▶ **MATERIALS PROVIDED**
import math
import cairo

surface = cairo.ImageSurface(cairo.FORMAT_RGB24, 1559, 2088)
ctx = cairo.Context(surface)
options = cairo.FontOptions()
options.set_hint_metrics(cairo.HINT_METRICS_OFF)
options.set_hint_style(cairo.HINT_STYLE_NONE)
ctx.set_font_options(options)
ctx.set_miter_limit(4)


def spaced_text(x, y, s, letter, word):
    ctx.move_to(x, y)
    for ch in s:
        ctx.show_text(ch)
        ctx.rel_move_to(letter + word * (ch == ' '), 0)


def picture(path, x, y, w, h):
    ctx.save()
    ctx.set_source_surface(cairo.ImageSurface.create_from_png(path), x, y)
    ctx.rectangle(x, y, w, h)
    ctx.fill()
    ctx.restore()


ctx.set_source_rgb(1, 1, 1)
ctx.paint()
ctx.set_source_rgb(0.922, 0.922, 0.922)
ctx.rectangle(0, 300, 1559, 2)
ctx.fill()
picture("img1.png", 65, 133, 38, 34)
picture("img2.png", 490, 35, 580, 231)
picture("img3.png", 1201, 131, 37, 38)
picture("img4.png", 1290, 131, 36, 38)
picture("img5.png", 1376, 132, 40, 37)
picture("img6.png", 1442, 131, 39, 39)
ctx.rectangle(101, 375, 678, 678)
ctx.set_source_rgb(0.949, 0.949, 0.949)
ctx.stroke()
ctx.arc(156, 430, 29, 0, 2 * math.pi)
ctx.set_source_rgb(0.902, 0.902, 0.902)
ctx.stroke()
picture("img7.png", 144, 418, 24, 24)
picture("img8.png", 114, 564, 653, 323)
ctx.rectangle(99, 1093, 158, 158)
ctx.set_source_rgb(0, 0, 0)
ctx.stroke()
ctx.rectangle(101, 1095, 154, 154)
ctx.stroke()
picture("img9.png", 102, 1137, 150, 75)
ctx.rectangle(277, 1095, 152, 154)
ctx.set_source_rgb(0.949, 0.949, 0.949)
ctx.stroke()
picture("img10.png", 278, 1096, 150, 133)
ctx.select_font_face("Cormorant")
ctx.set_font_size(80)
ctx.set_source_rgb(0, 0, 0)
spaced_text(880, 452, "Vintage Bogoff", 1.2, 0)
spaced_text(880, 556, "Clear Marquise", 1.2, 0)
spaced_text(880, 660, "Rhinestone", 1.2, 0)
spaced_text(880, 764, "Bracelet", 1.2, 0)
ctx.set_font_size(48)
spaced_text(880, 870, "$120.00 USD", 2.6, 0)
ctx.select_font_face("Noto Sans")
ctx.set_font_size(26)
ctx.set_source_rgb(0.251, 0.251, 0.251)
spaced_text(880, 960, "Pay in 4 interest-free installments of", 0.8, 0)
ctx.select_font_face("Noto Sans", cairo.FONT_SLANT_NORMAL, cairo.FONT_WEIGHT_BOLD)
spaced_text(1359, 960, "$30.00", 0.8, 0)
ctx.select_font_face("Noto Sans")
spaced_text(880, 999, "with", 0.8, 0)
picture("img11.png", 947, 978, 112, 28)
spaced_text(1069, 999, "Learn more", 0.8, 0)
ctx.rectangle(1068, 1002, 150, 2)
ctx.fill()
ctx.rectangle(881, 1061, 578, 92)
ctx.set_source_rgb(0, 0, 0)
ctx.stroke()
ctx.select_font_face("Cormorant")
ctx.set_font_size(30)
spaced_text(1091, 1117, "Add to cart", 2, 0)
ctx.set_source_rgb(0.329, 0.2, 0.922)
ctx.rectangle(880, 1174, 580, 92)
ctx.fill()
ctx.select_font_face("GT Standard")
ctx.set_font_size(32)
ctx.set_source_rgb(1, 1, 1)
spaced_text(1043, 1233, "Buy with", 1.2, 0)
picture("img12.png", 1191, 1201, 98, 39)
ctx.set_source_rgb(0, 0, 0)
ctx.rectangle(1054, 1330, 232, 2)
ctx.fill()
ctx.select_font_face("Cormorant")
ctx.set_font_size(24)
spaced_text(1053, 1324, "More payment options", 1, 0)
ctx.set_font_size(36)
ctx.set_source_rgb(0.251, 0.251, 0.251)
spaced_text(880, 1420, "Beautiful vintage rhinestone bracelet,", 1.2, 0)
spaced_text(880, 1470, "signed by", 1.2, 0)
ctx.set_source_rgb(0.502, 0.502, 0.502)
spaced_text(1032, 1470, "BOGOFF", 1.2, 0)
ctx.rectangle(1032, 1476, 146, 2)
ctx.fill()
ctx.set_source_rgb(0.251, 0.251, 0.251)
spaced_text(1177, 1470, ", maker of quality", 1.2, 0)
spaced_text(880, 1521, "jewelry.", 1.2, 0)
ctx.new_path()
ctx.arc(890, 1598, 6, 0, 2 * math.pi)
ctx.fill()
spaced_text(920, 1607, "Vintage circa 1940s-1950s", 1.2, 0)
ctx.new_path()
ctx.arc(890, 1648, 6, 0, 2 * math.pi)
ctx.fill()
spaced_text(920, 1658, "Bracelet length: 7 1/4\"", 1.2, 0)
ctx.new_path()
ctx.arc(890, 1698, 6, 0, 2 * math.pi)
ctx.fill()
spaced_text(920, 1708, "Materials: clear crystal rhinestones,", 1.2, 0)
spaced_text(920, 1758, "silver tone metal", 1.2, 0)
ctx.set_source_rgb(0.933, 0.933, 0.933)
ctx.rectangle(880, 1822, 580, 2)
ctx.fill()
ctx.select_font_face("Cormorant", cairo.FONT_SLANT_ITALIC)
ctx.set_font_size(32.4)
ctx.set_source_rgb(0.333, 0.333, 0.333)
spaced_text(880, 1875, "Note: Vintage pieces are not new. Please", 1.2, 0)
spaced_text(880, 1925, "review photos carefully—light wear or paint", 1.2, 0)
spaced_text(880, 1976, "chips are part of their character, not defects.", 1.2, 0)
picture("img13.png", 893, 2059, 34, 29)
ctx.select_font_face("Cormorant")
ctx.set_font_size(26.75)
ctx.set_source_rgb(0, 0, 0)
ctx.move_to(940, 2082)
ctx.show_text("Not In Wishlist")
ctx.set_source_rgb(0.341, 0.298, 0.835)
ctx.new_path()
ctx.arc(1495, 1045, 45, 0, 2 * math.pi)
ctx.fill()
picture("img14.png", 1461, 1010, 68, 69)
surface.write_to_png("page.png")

▶ **TASK ITEM**
Once the line with "options = cairo.FontOptions()" is found in the records above, print exactly that line and every line after it through the line with "ctx.restore()".

▶ **RESULT OF THE EXERCISE**
options = cairo.FontOptions()
options.set_hint_metrics(cairo.HINT_METRICS_OFF)
options.set_hint_style(cairo.HINT_STYLE_NONE)
ctx.set_font_options(options)
ctx.set_miter_limit(4)


def spaced_text(x, y, s, letter, word):
    ctx.move_to(x, y)
    for ch in s:
        ctx.show_text(ch)
        ctx.rel_move_to(letter + word * (ch == ' '), 0)


def picture(path, x, y, w, h):
    ctx.save()
    ctx.set_source_surface(cairo.ImageSurface.create_from_png(path), x, y)
    ctx.rectangle(x, y, w, h)
    ctx.fill()
    ctx.restore()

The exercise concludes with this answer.